When the deal was announced, Joel Quadracci, chairman, president and CEO of Sussex-based Quad, said it represented a “truly defining moment” for the company started by his father. Chicago-based LSC Communications represented the legacy printing business of R.R. Donnelley, the industry giant Quad had competed against for decades.
Shareholders from both companies approved the deal and Quadracci expressed optimism that regulators would sign off as well, but in June the U.S. Department of Justice filed a lawsuit seeking to block the deal.
The companies said challenging the DOJ lawsuit would come with additional costs and uncertainty.
“We are disappointed by the Justice Department’s decision to sue to block the transaction and believe that the lawsuit does not reflect the dynamics of print today and the competitive effect of digital media. However, rather than devote time and resources to prolonged litigation, we are choosing to focus on ensuring that our clients benefit from our Quad 3.0 growth strategy,” Quadracci said.
The DOJ argued that if the deal were approved Quad would dominate markets for magazine, catalog and book printing, allowing it to raise prices and reduce quality at the expense of publishers, retailers and consumers.
Quad pledged to “vigorously defend” the deal after the lawsuit was filed and LSC chairman, president and CEO Thomas Quinlan III said the DOJ was “wrong in its assessment of our transaction.”
Quadracci argued that printers are no longer competing amongst themselves but must deal with threats from digital advertising. He noted the entire printing industry has combined revenue of $76 billion in revenue while Google and Facebook have more than $75 billion in digital ad revenue.
But the government pointed to printing contracts where Quad and LSC were competing against each other and offering millions of dollars in various incentives to lure or keep customers.
The court case, however, never reached a conclusion on the competition issues. The case was scheduled to go to trial in mid-November after a judge sided with the DOJ over Quad and LSC.
The companies had asked for an expedited hearing process, citing a clause in their merger agreement that would terminate the deal if it was not completed by Oct. 30, one year after it was initially announced. Quad also faced the prospect of paying LSC a $45 million fee if the deal was not completed by the deadline. The company will pay LSC the fee as part of the agreement to terminate the deal.

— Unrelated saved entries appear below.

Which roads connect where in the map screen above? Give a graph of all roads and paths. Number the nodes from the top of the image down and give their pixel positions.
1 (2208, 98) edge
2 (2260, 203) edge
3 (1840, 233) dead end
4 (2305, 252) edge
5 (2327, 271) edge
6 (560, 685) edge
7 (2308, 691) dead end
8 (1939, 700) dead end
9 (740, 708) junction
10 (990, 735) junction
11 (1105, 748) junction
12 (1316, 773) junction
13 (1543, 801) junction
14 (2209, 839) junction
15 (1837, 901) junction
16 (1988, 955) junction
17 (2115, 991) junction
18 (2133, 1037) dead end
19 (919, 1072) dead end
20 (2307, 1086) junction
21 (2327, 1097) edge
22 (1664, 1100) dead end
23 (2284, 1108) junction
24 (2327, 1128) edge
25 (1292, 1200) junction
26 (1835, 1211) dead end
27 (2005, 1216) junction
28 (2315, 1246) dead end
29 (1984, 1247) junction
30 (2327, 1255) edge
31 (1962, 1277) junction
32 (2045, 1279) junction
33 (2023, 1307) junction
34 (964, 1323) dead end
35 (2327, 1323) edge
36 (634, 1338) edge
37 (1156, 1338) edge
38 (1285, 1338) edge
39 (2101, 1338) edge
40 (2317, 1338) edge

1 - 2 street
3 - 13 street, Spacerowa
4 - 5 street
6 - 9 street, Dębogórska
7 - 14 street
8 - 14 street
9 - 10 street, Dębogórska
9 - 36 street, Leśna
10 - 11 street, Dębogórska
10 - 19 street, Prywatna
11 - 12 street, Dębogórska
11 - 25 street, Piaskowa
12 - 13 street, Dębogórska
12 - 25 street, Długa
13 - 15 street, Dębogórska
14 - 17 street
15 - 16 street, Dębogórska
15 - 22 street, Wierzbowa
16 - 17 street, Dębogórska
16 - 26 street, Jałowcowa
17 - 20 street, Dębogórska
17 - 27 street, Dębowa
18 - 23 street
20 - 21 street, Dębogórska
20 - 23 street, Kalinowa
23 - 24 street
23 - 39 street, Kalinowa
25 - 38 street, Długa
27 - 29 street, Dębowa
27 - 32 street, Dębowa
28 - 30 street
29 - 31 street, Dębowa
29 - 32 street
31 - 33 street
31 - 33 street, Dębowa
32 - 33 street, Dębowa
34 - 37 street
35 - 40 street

The government argued the deadline was an artificial one and the companies could extend it if they wanted to. Quad and LSC had planned to complete the deal by mid-2019 and argued that they either had to close on the transaction by the deadline or start their own separate actions. The companies’ own projections suggest they face a combined $1.5 billion drop in sales by 2022 without the deal and additional actions, according to securities filings.
According to court records, LSC was open to a short extension of the deadline but Quad did not want to entertain the possibility.